> YOUR ASSIGNMENT: Where a picture appears, leave it out, and transcribe all the lines below exactly.

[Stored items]
..........

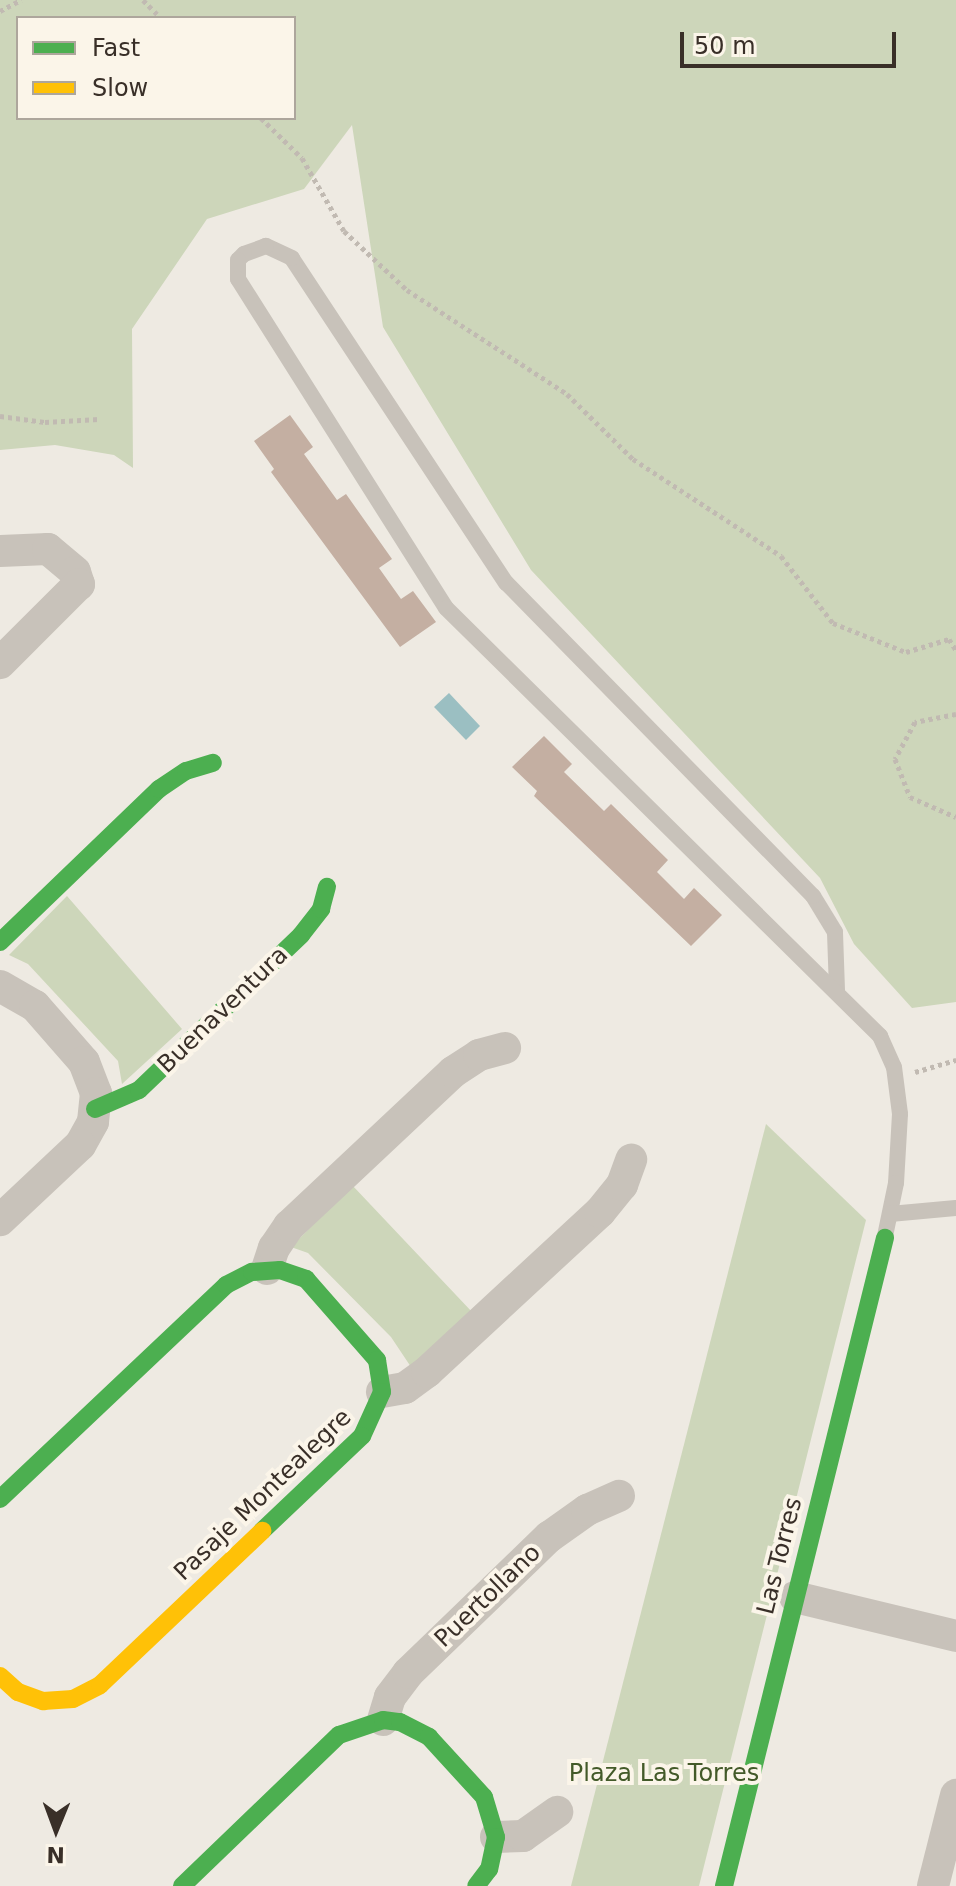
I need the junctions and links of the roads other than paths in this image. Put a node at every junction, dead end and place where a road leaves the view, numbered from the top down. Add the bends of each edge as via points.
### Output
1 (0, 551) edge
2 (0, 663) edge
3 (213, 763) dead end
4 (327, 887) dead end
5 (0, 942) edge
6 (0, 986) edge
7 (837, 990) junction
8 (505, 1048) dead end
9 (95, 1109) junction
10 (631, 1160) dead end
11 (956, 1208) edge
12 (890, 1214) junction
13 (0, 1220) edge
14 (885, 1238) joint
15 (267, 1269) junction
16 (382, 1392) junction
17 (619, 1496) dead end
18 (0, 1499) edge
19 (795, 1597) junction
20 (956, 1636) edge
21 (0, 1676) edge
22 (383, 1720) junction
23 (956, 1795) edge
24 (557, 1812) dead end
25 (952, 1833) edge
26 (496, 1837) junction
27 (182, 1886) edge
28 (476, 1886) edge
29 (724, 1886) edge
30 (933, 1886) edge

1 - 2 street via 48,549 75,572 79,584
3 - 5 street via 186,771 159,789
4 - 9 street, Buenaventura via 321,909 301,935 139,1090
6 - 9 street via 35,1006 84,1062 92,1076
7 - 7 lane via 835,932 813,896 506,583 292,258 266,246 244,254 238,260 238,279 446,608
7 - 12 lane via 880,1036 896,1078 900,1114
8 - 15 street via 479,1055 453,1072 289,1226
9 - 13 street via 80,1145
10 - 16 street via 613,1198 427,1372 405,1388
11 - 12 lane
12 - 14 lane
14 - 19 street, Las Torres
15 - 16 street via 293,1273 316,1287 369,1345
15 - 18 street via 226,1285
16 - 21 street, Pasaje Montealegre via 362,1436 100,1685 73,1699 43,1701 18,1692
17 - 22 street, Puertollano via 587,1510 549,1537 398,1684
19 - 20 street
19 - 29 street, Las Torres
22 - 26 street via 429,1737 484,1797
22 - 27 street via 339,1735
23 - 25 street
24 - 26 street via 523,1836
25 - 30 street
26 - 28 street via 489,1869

..........

> WRITTEN ANSWER:
I need the junctions and links of the roads other than paths in this image. Put a node at every junction, dead end and place where a road leaves the view, numbered from the top down. Add the bends of each edge as via points.
### Output
1 (0, 551) edge
2 (0, 663) edge
3 (213, 763) dead end
4 (327, 887) dead end
5 (0, 942) edge
6 (0, 986) edge
7 (837, 990) junction
8 (505, 1048) dead end
9 (95, 1109) junction
10 (631, 1160) dead end
11 (956, 1208) edge
12 (890, 1214) junction
13 (0, 1220) edge
14 (885, 1238) joint
15 (267, 1269) junction
16 (382, 1392) junction
17 (619, 1496) dead end
18 (0, 1499) edge
19 (795, 1597) junction
20 (956, 1636) edge
21 (0, 1676) edge
22 (383, 1720) junction
23 (956, 1795) edge
24 (557, 1812) dead end
25 (952, 1833) edge
26 (496, 1837) junction
27 (182, 1886) edge
28 (476, 1886) edge
29 (724, 1886) edge
30 (933, 1886) edge

1 - 2 street via 48,549 75,572 79,584
3 - 5 street via 186,771 159,789
4 - 9 street, Buenaventura via 321,909 301,935 139,1090
6 - 9 street via 35,1006 84,1062 92,1076
7 - 7 lane via 835,932 813,896 506,583 292,258 266,246 244,254 238,260 238,279 446,608
7 - 12 lane via 880,1036 896,1078 900,1114
8 - 15 street via 479,1055 453,1072 289,1226
9 - 13 street via 80,1145
10 - 16 street via 613,1198 427,1372 405,1388
11 - 12 lane
12 - 14 lane
14 - 19 street, Las Torres
15 - 16 street via 293,1273 316,1287 369,1345
15 - 18 street via 226,1285
16 - 21 street, Pasaje Montealegre via 362,1436 100,1685 73,1699 43,1701 18,1692
17 - 22 street, Puertollano via 587,1510 549,1537 398,1684
19 - 20 street
19 - 29 street, Las Torres
22 - 26 street via 429,1737 484,1797
22 - 27 street via 339,1735
23 - 25 street
24 - 26 street via 523,1836
25 - 30 street
26 - 28 street via 489,1869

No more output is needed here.